Wherever "Roma" appears in a line of the listing, that line should be returned.

* **Records shown**:
********

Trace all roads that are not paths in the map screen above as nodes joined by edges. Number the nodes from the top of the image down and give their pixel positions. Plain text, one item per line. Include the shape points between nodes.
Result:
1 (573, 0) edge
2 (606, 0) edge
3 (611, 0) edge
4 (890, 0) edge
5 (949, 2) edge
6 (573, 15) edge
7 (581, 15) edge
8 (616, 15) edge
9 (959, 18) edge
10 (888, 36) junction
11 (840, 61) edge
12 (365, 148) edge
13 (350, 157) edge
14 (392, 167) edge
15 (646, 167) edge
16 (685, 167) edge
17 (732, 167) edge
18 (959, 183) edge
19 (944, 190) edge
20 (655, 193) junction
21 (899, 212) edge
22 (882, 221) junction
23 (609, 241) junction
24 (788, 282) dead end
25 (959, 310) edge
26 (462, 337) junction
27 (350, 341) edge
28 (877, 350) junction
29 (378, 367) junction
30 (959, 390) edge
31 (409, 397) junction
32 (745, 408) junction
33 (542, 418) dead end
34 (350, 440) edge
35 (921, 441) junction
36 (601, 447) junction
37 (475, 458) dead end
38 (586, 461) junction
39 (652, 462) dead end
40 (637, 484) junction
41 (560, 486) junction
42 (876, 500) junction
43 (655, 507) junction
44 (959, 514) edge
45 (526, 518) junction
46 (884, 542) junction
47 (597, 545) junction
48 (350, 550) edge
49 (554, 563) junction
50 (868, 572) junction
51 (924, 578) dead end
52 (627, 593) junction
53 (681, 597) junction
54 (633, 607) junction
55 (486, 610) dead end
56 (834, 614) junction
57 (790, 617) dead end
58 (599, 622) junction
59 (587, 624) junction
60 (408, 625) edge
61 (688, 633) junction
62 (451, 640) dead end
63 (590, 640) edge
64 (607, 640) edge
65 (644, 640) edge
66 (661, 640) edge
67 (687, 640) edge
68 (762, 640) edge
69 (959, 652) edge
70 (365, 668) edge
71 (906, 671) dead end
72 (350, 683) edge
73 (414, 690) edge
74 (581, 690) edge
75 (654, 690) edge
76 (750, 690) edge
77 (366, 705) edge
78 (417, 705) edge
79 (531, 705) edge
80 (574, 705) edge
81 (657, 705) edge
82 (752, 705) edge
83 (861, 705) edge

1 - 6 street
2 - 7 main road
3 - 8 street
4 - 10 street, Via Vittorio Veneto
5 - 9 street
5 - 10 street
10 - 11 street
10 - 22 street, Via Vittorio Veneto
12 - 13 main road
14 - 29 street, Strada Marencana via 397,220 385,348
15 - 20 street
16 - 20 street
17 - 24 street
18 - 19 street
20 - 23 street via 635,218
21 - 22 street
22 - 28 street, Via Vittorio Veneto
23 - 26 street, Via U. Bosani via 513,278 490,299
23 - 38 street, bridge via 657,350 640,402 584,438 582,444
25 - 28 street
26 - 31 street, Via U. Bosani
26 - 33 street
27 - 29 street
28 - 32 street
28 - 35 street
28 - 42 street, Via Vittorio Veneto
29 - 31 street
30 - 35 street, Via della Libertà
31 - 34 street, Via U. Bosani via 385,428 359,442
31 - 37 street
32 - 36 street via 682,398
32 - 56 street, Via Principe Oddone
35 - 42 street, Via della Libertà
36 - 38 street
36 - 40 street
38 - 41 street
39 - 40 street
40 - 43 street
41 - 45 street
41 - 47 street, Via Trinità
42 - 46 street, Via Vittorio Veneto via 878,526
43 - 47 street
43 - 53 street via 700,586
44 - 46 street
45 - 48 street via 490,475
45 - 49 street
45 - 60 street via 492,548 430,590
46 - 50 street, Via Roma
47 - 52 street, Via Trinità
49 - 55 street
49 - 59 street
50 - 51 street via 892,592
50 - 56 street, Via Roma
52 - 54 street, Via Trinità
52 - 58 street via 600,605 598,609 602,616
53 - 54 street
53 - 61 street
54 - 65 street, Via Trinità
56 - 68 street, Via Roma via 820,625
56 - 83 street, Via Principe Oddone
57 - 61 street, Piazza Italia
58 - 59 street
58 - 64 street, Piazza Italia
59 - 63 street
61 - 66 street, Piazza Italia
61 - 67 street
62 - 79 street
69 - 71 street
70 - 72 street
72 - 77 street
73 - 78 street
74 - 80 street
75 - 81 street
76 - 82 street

********

* **Your solution**:
46 - 50 street, Via Roma
50 - 56 street, Via Roma
56 - 68 street, Via Roma via 820,625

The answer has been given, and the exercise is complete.